**WORK INSTRUCTIONS:** Produce a copy of every line in the records that holds the string "lane".

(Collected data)

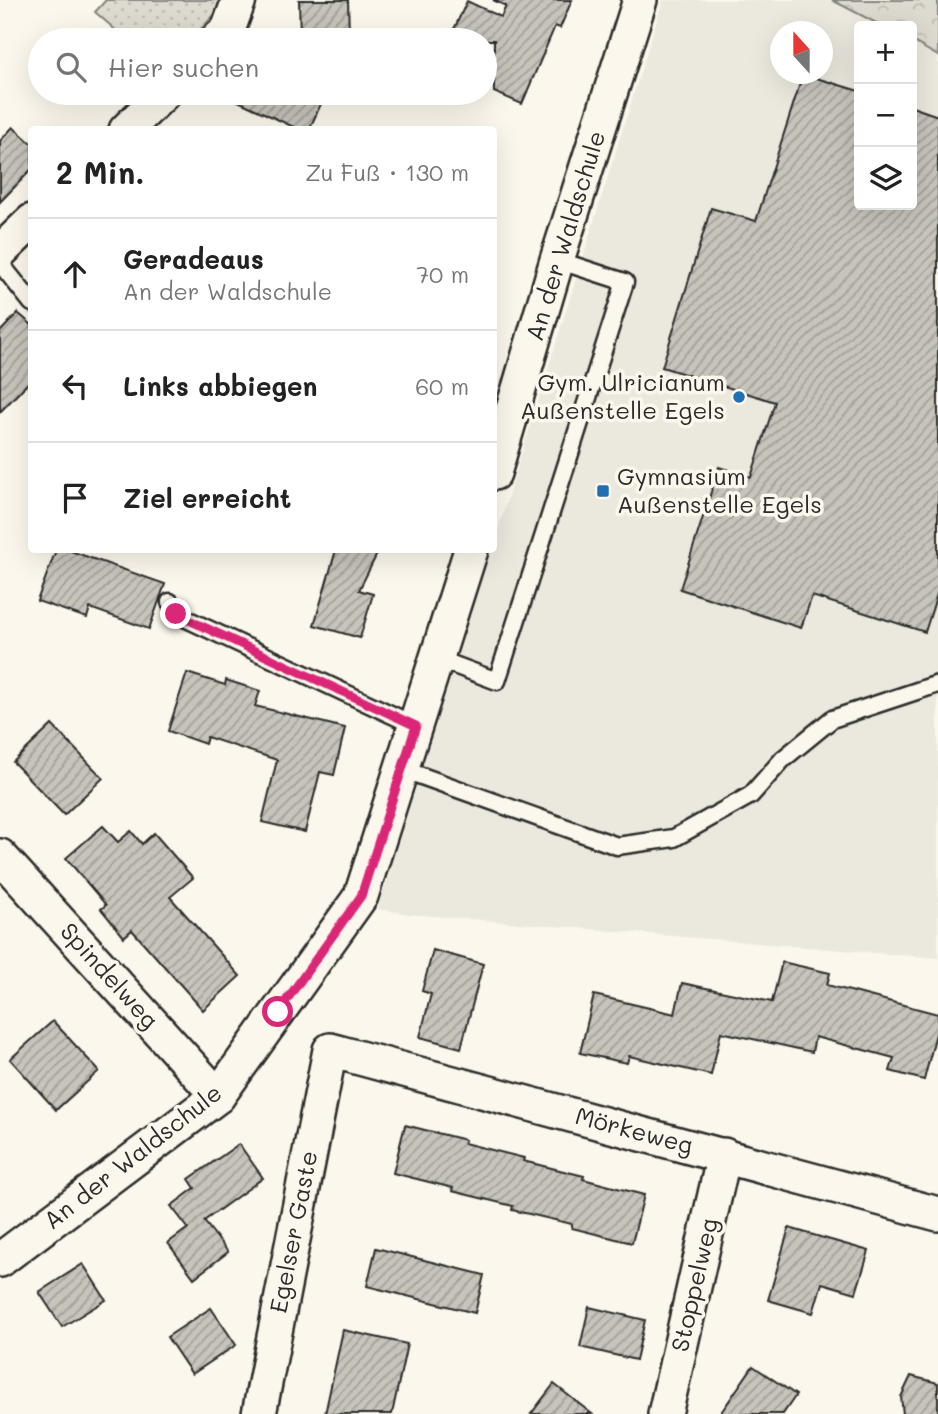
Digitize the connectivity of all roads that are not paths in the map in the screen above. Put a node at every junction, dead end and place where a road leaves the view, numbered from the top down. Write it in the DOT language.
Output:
graph roads {
  1 [pos="239,0"];
  2 [pos="640,0"];
  3 [pos="229,28"];
  4 [pos="152,105"];
  5 [pos="130,126"];
  6 [pos="28,225"];
  7 [pos="0,252"];
  8 [pos="557,261"];
  9 [pos="0,263"];
  10 [pos="28,298"];
  11 [pos="497,463"];
  12 [pos="470,553"];
  13 [pos="170,602"];
  14 [pos="438,659"];
  15 [pos="938,684"];
  16 [pos="416,726"];
  17 [pos="402,769"];
  18 [pos="0,856"];
  19 [pos="330,1051"];
  20 [pos="218,1096"];
  21 [pos="724,1156"];
  22 [pos="938,1214"];
  23 [pos="0,1260"];
  24 [pos="259,1414"];
  25 [pos="665,1414"];
  1 -- 3 [label="street"];
  2 -- 8 [label="street, An der Waldschule"];
  4 -- 5 [label="street"];
  6 -- 7 [label="street"];
  8 -- 11 [label="street, An der Waldschule"];
  8 -- 14 [label="lane"];
  9 -- 10 [label="lane"];
  12 -- 14 [label="street, An der Waldschule"];
  13 -- 16 [label="lane"];
  14 -- 16 [label="street, An der Waldschule"];
  15 -- 17 [label="lane"];
  16 -- 17 [label="street, An der Waldschule"];
  17 -- 20 [label="street, An der Waldschule"];
  18 -- 20 [label="street, Spindelweg"];
  19 -- 21 [label="street, Mörkeweg"];
  19 -- 24 [label="street, Egelser Gaste"];
  20 -- 23 [label="street, An der Waldschule"];
  21 -- 22 [label="street, Mörkeweg"];
  21 -- 25 [label="street, Stoppelweg"];
}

**RESPONSE:**
  8 -- 14 [label="lane"];
  9 -- 10 [label="lane"];
  13 -- 16 [label="lane"];
  15 -- 17 [label="lane"];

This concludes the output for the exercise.